Tempi di consegna diversi attraggono “spread” e prezzi diversi: chi desidera acquistare o vendere con consegna nel 2010 troverà uno spread molto ampio; gli acquirenti o venditori con consegna nel 2006 incontreranno invece uno spread più ristretto. Anche volumi diversi attraggono spread diversi: i volumi molto piccoli o molto grandi avranno gli “spread” più ampi, quelli standard avranno gli “spread” più ristretti. Ciò è dato dalla minore liquidità del mercato e dalla minore presenza di acquirenti e venditori rispetto a volumi non standard.

Il prezzo della CO
2 dipende da diversi elementi: la politica dell’UE e quella degli Stati nazionali con cui sono stati stabiliti i limiti delle emissioni; i fondamentali di mercato; la differenza tra emissioni che si registrano negli impianti interessati e la quantità di permessi allocata gratuitamente (Cap); la psicologia degli operatori; le scelte delle imprese e i crediti provenienti da investimenti effettuati in progetti di CDM o JI. Tra i fondamentali di mercato si possono considerare: l’andamento meteorologico, i prezzi dei combustibili, la crescita economica e la diffusione di nuove tecnologie.
Uno degli elementi determinanti nella formazione del prezzo della CO
2 è la quantità delle emissioni, che è legata ad almeno altri tre fattori: il mix di combustibili; il livello di produzione e la possibilità di abbattimento delle emissioni.

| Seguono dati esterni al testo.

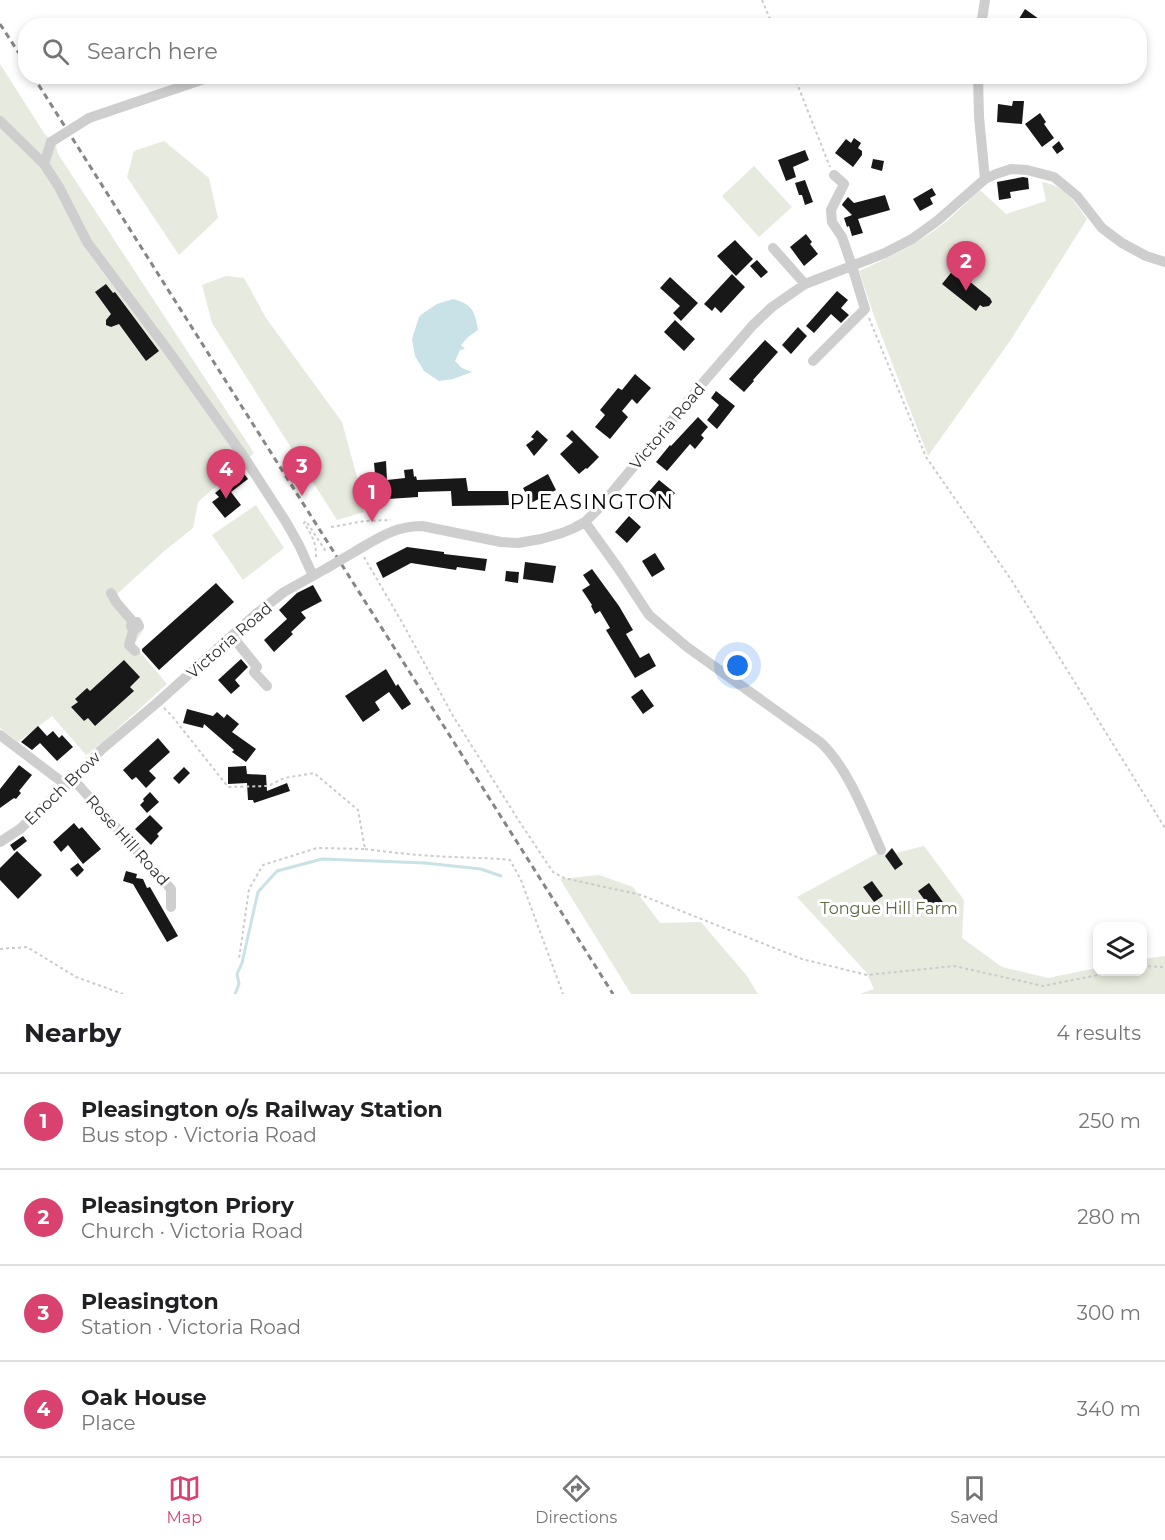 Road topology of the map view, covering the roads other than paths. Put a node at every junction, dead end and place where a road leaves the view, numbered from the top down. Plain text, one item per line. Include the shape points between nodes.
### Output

Il primo fattore riguarda il mix di combustibili usato per produrre energia, che è alla base delle emissioni; preferire combustibili fossili, come il carbone, porta ad un maggiore livello delle emissioni rispetto all’impiego dell’idroelettrico e del nucleare. Il mix dipende dal prezzo dei combustibili, soprattutto dal rapporto tra prezzo del gas e prezzo del carbone, che ultimamente sono in forte concorrenza. In futuro si prevede che i prezzi dei combustibili siano influenzati da quelli della CO2, se il prezzo dei permessi aumenta si dovrebbero preferire combustibili più puliti. Non si possono escludere, che in presenza di prezzi delle quote molto elevati nel lungo periodo, effetti di ribasso sul prezzo delle rinnovabili a ragione di una crescita della domanda che, espandendo la scala della produzione, genera in una prima fase rendimenti crescenti ed economie di apprendimento.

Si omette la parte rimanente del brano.